GOAL OF THE EXERCISE: In full and unchanged, output the entries that follow.

MATERIAL FOR THIS TASK:
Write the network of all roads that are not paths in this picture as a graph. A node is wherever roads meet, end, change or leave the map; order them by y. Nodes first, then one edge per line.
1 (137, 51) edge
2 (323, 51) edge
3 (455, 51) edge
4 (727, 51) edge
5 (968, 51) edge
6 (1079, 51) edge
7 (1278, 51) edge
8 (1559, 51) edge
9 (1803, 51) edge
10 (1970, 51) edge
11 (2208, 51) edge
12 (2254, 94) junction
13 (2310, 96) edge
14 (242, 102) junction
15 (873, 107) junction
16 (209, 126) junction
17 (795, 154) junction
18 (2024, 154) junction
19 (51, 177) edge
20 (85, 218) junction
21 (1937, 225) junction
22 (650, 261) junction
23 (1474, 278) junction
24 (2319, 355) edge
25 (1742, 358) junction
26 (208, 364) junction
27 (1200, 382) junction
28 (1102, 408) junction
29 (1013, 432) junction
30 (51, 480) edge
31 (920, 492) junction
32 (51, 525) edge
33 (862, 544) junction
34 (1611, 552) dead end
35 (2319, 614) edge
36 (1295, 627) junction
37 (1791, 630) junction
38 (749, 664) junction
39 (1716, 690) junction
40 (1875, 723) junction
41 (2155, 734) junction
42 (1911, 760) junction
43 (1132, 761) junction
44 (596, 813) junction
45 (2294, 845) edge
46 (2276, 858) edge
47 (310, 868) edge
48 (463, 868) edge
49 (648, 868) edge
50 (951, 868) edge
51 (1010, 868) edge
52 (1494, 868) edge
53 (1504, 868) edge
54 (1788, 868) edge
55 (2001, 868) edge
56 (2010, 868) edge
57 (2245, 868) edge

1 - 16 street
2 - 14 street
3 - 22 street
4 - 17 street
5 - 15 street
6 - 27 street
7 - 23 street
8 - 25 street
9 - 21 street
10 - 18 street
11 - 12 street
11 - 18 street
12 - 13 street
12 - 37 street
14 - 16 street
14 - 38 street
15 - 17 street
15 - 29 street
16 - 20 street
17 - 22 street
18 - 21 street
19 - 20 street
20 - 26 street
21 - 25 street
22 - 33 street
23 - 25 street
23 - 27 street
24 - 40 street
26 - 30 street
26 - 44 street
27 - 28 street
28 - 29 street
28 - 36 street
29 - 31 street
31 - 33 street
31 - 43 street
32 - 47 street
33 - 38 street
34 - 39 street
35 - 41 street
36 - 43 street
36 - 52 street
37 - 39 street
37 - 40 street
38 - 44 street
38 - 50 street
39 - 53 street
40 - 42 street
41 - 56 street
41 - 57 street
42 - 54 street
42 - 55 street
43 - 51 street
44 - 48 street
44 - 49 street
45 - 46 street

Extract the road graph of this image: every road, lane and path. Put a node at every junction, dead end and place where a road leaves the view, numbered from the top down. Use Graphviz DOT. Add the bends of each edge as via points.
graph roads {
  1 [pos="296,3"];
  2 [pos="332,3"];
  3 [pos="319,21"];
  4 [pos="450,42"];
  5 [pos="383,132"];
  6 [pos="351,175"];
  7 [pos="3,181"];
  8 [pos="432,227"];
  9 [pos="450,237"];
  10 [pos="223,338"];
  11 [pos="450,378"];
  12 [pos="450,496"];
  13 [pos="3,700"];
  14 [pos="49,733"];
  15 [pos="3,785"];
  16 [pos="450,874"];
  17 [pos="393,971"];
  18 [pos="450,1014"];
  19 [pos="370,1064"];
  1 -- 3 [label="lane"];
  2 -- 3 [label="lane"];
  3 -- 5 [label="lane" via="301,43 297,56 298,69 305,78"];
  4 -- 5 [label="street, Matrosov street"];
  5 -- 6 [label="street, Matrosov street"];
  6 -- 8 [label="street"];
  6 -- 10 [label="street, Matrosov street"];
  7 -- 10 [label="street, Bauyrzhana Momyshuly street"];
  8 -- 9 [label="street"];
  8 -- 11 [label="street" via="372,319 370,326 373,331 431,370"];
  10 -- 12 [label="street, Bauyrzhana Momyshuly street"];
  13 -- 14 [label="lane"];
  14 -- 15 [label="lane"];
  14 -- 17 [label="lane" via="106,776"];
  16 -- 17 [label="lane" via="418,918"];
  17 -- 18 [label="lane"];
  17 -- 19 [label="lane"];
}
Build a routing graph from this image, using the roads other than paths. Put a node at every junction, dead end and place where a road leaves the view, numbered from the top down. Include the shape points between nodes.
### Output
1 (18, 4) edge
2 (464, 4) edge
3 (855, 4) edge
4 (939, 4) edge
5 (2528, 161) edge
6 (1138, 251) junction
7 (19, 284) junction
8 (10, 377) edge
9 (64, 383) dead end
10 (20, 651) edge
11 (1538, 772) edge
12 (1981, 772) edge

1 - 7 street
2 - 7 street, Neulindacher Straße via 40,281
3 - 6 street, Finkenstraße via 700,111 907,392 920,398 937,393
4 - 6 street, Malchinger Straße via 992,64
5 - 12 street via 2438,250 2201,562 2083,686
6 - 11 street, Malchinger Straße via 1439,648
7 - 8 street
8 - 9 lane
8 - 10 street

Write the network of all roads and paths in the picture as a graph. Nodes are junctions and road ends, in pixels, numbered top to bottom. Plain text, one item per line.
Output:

SOLVED PROBLEM:
Write the network of all roads that are not paths in this picture as a graph. A node is wherever roads meet, end, change or leave the map; order them by y. Nodes first, then one edge per line.
1 (137, 51) edge
2 (323, 51) edge
3 (455, 51) edge
4 (727, 51) edge
5 (968, 51) edge
6 (1079, 51) edge
7 (1278, 51) edge
8 (1559, 51) edge
9 (1803, 51) edge
10 (1970, 51) edge
11 (2208, 51) edge
12 (2254, 94) junction
13 (2310, 96) edge
14 (242, 102) junction
15 (873, 107) junction
16 (209, 126) junction
17 (795, 154) junction
18 (2024, 154) junction
19 (51, 177) edge
20 (85, 218) junction
21 (1937, 225) junction
22 (650, 261) junction
23 (1474, 278) junction
24 (2319, 355) edge
25 (1742, 358) junction
26 (208, 364) junction
27 (1200, 382) junction
28 (1102, 408) junction
29 (1013, 432) junction
30 (51, 480) edge
31 (920, 492) junction
32 (51, 525) edge
33 (862, 544) junction
34 (1611, 552) dead end
35 (2319, 614) edge
36 (1295, 627) junction
37 (1791, 630) junction
38 (749, 664) junction
39 (1716, 690) junction
40 (1875, 723) junction
41 (2155, 734) junction
42 (1911, 760) junction
43 (1132, 761) junction
44 (596, 813) junction
45 (2294, 845) edge
46 (2276, 858) edge
47 (310, 868) edge
48 (463, 868) edge
49 (648, 868) edge
50 (951, 868) edge
51 (1010, 868) edge
52 (1494, 868) edge
53 (1504, 868) edge
54 (1788, 868) edge
55 (2001, 868) edge
56 (2010, 868) edge
57 (2245, 868) edge

1 - 16 street
2 - 14 street
3 - 22 street
4 - 17 street
5 - 15 street
6 - 27 street
7 - 23 street
8 - 25 street
9 - 21 street
10 - 18 street
11 - 12 street
11 - 18 street
12 - 13 street
12 - 37 street
14 - 16 street
14 - 38 street
15 - 17 street
15 - 29 street
16 - 20 street
17 - 22 street
18 - 21 street
19 - 20 street
20 - 26 street
21 - 25 street
22 - 33 street
23 - 25 street
23 - 27 street
24 - 40 street
26 - 30 street
26 - 44 street
27 - 28 street
28 - 29 street
28 - 36 street
29 - 31 street
31 - 33 street
31 - 43 street
32 - 47 street
33 - 38 street
34 - 39 street
35 - 41 street
36 - 43 street
36 - 52 street
37 - 39 street
37 - 40 street
38 - 44 street
38 - 50 street
39 - 53 street
40 - 42 street
41 - 56 street
41 - 57 street
42 - 54 street
42 - 55 street
43 - 51 street
44 - 48 street
44 - 49 street
45 - 46 street

Extract the road graph of this image: every road, lane and path. Put a node at every junction, dead end and place where a road leaves the view, numbered from the top down. Use Graphviz DOT. Add the bends of each edge as via points.
graph roads {
  1 [pos="296,3"];
  2 [pos="332,3"];
  3 [pos="319,21"];
  4 [pos="450,42"];
  5 [pos="383,132"];
  6 [pos="351,175"];
  7 [pos="3,181"];
  8 [pos="432,227"];
  9 [pos="450,237"];
  10 [pos="223,338"];
  11 [pos="450,378"];
  12 [pos="450,496"];
  13 [pos="3,700"];
  14 [pos="49,733"];
  15 [pos="3,785"];
  16 [pos="450,874"];
  17 [pos="393,971"];
  18 [pos="450,1014"];
  19 [pos="370,1064"];
  1 -- 3 [label="lane"];
  2 -- 3 [label="lane"];
  3 -- 5 [label="lane" via="301,43 297,56 298,69 305,78"];
  4 -- 5 [label="street, Matrosov street"];
  5 -- 6 [label="street, Matrosov street"];
  6 -- 8 [label="street"];
  6 -- 10 [label="street, Matrosov street"];
  7 -- 10 [label="street, Bauyrzhana Momyshuly street"];
  8 -- 9 [label="street"];
  8 -- 11 [label="street" via="372,319 370,326 373,331 431,370"];
  10 -- 12 [label="street, Bauyrzhana Momyshuly street"];
  13 -- 14 [label="lane"];
  14 -- 15 [label="lane"];
  14 -- 17 [label="lane" via="106,776"];
  16 -- 17 [label="lane" via="418,918"];
  17 -- 18 [label="lane"];
  17 -- 19 [label="lane"];
}
Build a routing graph from this image, using the roads other than paths. Put a node at every junction, dead end and place where a road leaves the view, numbered from the top down. Include the shape points between nodes.
### Output
1 (18, 4) edge
2 (464, 4) edge
3 (855, 4) edge
4 (939, 4) edge
5 (2528, 161) edge
6 (1138, 251) junction
7 (19, 284) junction
8 (10, 377) edge
9 (64, 383) dead end
10 (20, 651) edge
11 (1538, 772) edge
12 (1981, 772) edge

1 - 7 street
2 - 7 street, Neulindacher Straße via 40,281
3 - 6 street, Finkenstraße via 700,111 907,392 920,398 937,393
4 - 6 street, Malchinger Straße via 992,64
5 - 12 street via 2438,250 2201,562 2083,686
6 - 11 street, Malchinger Straße via 1439,648
7 - 8 street
8 - 9 lane
8 - 10 street

Write the network of all roads and paths in the picture as a graph. Nodes are junctions and road ends, in pixels, numbered top to bottom. Plain text, one item per line.
Output:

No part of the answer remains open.